Let’s break the system into a few small, understandable components:

  • Ingestion layer
    How invoices enter your world: file uploads, an “invoices@company.com” email inbox, a scheduled job that watches an S3 bucket, etc.

  • Processing service (Python + LeapOCR)
    A background worker or API that:

    • Receives an invoice file or URL
    • Submits it to LeapOCR using the Python SDK
    • Waits for processing to finish
    • Normalizes and stores the structured result
  • Data store
    A database table or collection that represents “processed invoices” with fields your business cares about.

  • Integration layer
    Code that pushes those processed invoices into tools like QuickBooks, Xero, or internal finance systems.

A simple text diagram:

Inbox / Upload / Storage


 ┌─────────────────────┐
 │  Invoice Processor  │  (Python + LeapOCR SDK)
 └─────────────────────┘


   Invoice Database


Accounting / ERP / BI

We’ll focus on the Invoice Processor box and how to connect it to LeapOCR cleanly.

Step 1: Decide What Data You Actually Need From Invoices

Before writing code, decide what “done” means for an invoice.

Talk to the people who currently process invoices and list the fields they actually use.

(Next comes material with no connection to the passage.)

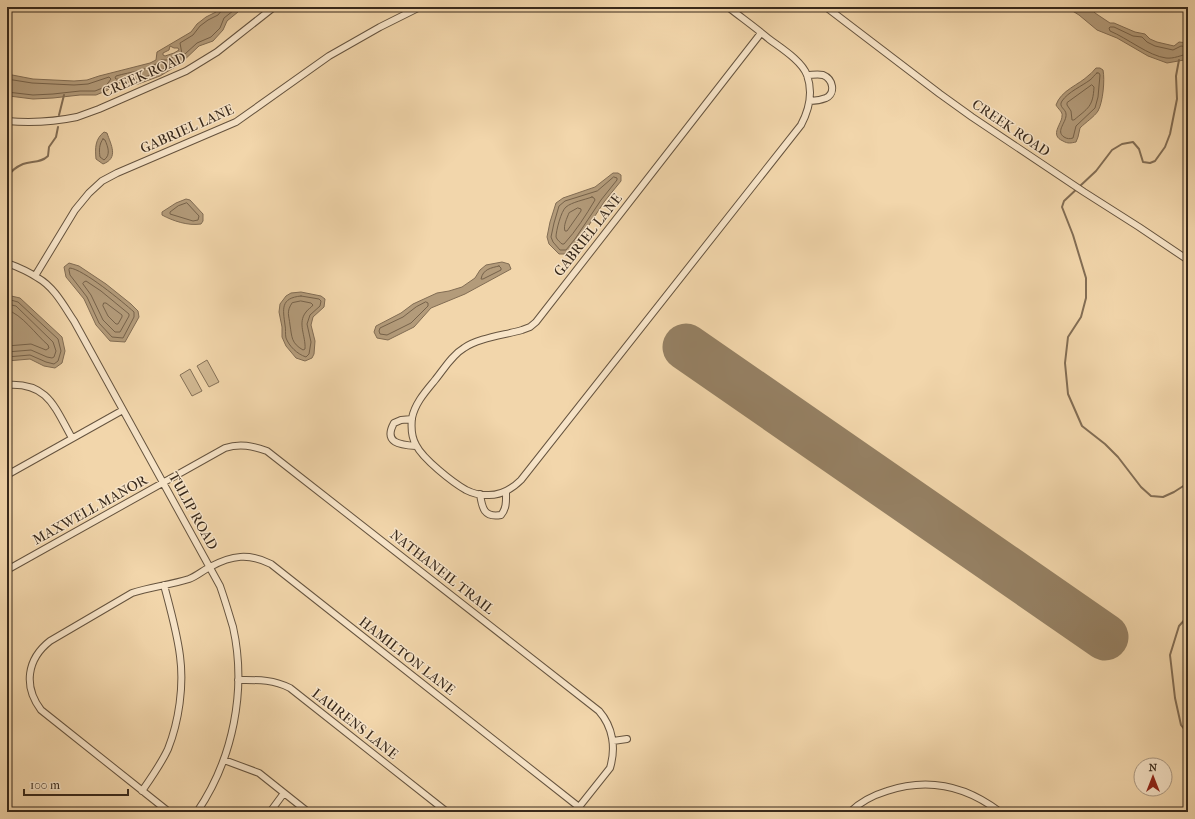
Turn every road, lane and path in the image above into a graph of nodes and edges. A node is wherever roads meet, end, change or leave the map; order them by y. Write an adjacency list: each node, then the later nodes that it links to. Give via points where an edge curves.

Common ones:

  • invoice_number
  • vendor_name
  • invoice_date
  • due_date
  • currency
  • subtotal
  • tax_amount
  • total_amount
  • purchase_order_number
  • line_items (description, quantity, unit_price, line_total)

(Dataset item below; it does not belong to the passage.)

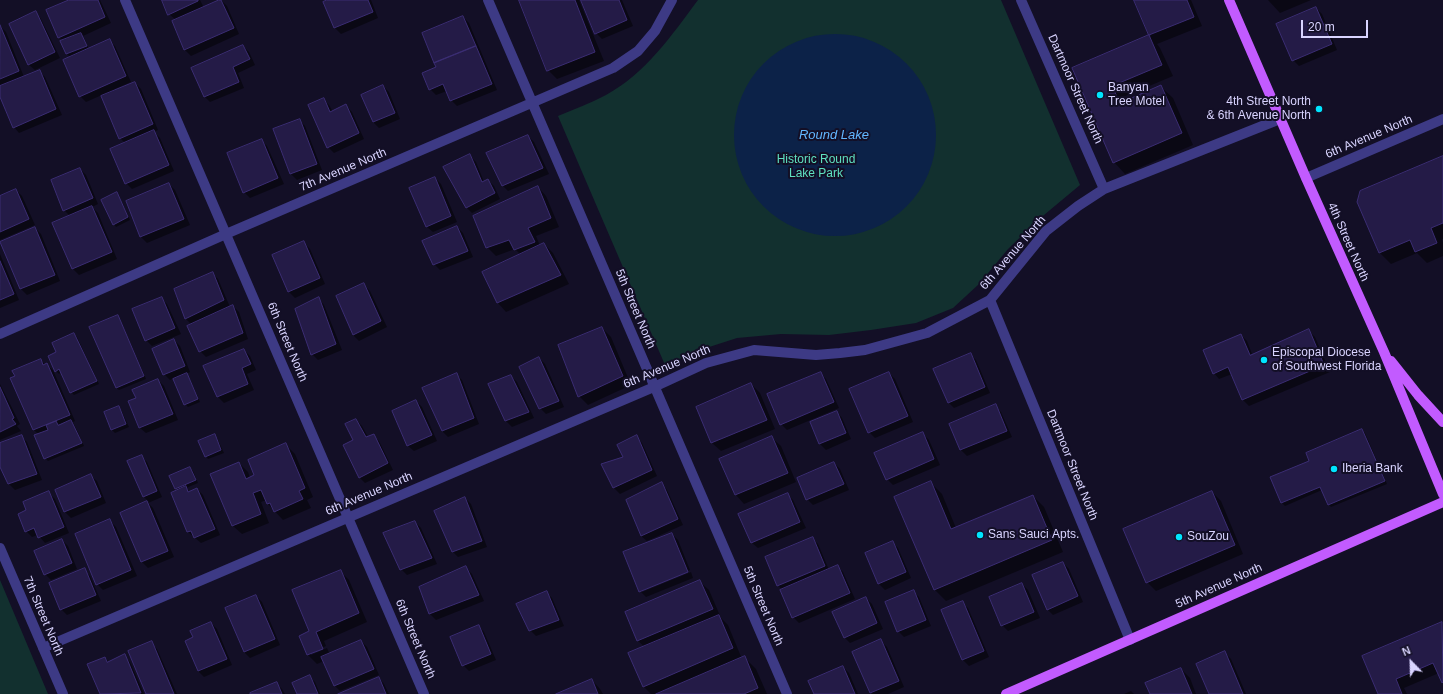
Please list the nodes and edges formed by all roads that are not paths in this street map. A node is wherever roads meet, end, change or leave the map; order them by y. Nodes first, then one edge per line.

To make this concrete, here’s a real example invoice we’ll use throughout this guide:

Example French invoice used in this guide

And here’s one way that same document could be represented as structured JSON:

{
  "seller_info": {
    "name": "MAISON JEAN ÉLION",
    "business_type": "EPICERIE EN GROS",
    "address": "66-68, Place Voltaire - CHATEAUROUX",
    "phone": "89"
  },
  "invoice_details": {
    "invoice_number": "1560",
    "date": "Avril 1920",
    "place_of_issue": "Châteauroux"
  },
  "buyer_info": {
    "name": "Vve LABRUNE",
    "location": "Niherne"
  },
  "line_items": [
    {
      "quantity": 24,
      "description": "1/2 tomate",
      "unit_price": 0.5,
      "total_price": 12
    },
    {
      "quantity": 24,
      "description": "4/4 tomate",
      "unit_price": 1,
      "total_price": 24
    },
    {
      "quantity": 10,
      "description": "Lessive k",
      "unit_price": 0.7,
      "total_price": 7
    },
    {
      "quantity": 1,
      "description": "Boite pains epice",
      "unit_price": null,
      "total_price": 3.4
    },
    {
      "quantity": 3,
      "description": "Tapioca",
      "unit_price": 3.25,
      "total_price": 9.75
    },
    {
      "quantity": 10,
      "description": "Paquets de bougies 6 T",
      "unit_price": 3.4,
      "total_price": 34
    },
    {
      "quantity": null,
      "description": "Sortie",
      "unit_price": null,
      "total_price": 0.1
    }
  ],
  "total_amount": 90.25
}

In practice you might normalize or flatten this a bit for your internal systems. A simple JSON shape could look like:

{
  "invoice_number": "INV-10293",
  "vendor_name": "Acme Corp",
  "invoice_date": "2025-11-02",
  "due_date": "2025-11-30",
  "currency": "USD",
  "subtotal": 1200.0,
  "tax_amount": 299.0,
  "total_amount": 1499.0,
  "purchase_order_number": "PO-5541",
  "line_items": [
    {
      "description": "SaaS subscription - November",
      "quantity": 1,
      "unit_price": 1499.0,
      "line_total": 1499.0
    }
  ]
}

This is what we’ll ultimately want out of LeapOCR for each invoice.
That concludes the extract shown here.